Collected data
++++
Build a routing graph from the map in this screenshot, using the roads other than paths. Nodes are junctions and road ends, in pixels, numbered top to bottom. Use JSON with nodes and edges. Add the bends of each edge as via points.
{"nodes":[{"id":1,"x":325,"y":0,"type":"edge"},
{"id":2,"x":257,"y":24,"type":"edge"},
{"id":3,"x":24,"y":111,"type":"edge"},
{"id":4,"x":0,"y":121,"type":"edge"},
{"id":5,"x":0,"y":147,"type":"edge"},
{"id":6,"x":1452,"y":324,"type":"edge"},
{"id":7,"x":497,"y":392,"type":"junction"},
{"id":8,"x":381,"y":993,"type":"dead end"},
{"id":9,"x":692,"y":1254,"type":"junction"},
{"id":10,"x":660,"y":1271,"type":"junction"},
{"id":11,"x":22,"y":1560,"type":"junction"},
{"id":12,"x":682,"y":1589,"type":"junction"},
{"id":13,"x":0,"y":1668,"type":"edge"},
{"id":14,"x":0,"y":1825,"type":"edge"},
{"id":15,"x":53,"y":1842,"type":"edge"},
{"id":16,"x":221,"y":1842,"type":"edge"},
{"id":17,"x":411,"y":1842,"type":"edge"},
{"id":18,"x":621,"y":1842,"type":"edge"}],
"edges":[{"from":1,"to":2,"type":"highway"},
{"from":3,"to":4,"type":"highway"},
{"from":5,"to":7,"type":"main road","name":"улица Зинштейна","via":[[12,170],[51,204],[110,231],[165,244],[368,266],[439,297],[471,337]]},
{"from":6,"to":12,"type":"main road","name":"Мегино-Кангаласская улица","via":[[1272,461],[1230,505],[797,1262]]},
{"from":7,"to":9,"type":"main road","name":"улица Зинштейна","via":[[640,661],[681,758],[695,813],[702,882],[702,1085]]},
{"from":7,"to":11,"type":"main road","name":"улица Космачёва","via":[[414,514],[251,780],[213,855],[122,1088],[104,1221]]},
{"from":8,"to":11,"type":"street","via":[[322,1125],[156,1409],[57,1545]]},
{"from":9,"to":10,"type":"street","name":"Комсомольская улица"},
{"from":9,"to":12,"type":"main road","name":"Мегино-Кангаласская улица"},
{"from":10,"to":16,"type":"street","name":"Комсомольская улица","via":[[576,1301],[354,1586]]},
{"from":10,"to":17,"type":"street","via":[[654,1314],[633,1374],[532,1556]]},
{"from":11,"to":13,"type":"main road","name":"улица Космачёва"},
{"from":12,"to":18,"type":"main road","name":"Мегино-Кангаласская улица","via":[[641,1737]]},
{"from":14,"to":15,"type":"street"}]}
++++
| DESCRIPTION OF THE TASK |
Print the entries exactly.

| ANSWER TO THE PROBLEM |
Build a routing graph from the map in this screenshot, using the roads other than paths. Nodes are junctions and road ends, in pixels, numbered top to bottom. Use JSON with nodes and edges. Add the bends of each edge as via points.
{"nodes":[{"id":1,"x":325,"y":0,"type":"edge"},
{"id":2,"x":257,"y":24,"type":"edge"},
{"id":3,"x":24,"y":111,"type":"edge"},
{"id":4,"x":0,"y":121,"type":"edge"},
{"id":5,"x":0,"y":147,"type":"edge"},
{"id":6,"x":1452,"y":324,"type":"edge"},
{"id":7,"x":497,"y":392,"type":"junction"},
{"id":8,"x":381,"y":993,"type":"dead end"},
{"id":9,"x":692,"y":1254,"type":"junction"},
{"id":10,"x":660,"y":1271,"type":"junction"},
{"id":11,"x":22,"y":1560,"type":"junction"},
{"id":12,"x":682,"y":1589,"type":"junction"},
{"id":13,"x":0,"y":1668,"type":"edge"},
{"id":14,"x":0,"y":1825,"type":"edge"},
{"id":15,"x":53,"y":1842,"type":"edge"},
{"id":16,"x":221,"y":1842,"type":"edge"},
{"id":17,"x":411,"y":1842,"type":"edge"},
{"id":18,"x":621,"y":1842,"type":"edge"}],
"edges":[{"from":1,"to":2,"type":"highway"},
{"from":3,"to":4,"type":"highway"},
{"from":5,"to":7,"type":"main road","name":"улица Зинштейна","via":[[12,170],[51,204],[110,231],[165,244],[368,266],[439,297],[471,337]]},
{"from":6,"to":12,"type":"main road","name":"Мегино-Кангаласская улица","via":[[1272,461],[1230,505],[797,1262]]},
{"from":7,"to":9,"type":"main road","name":"улица Зинштейна","via":[[640,661],[681,758],[695,813],[702,882],[702,1085]]},
{"from":7,"to":11,"type":"main road","name":"улица Космачёва","via":[[414,514],[251,780],[213,855],[122,1088],[104,1221]]},
{"from":8,"to":11,"type":"street","via":[[322,1125],[156,1409],[57,1545]]},
{"from":9,"to":10,"type":"street","name":"Комсомольская улица"},
{"from":9,"to":12,"type":"main road","name":"Мегино-Кангаласская улица"},
{"from":10,"to":16,"type":"street","name":"Комсомольская улица","via":[[576,1301],[354,1586]]},
{"from":10,"to":17,"type":"street","via":[[654,1314],[633,1374],[532,1556]]},
{"from":11,"to":13,"type":"main road","name":"улица Космачёва"},
{"from":12,"to":18,"type":"main road","name":"Мегино-Кангаласская улица","via":[[641,1737]]},
{"from":14,"to":15,"type":"street"}]}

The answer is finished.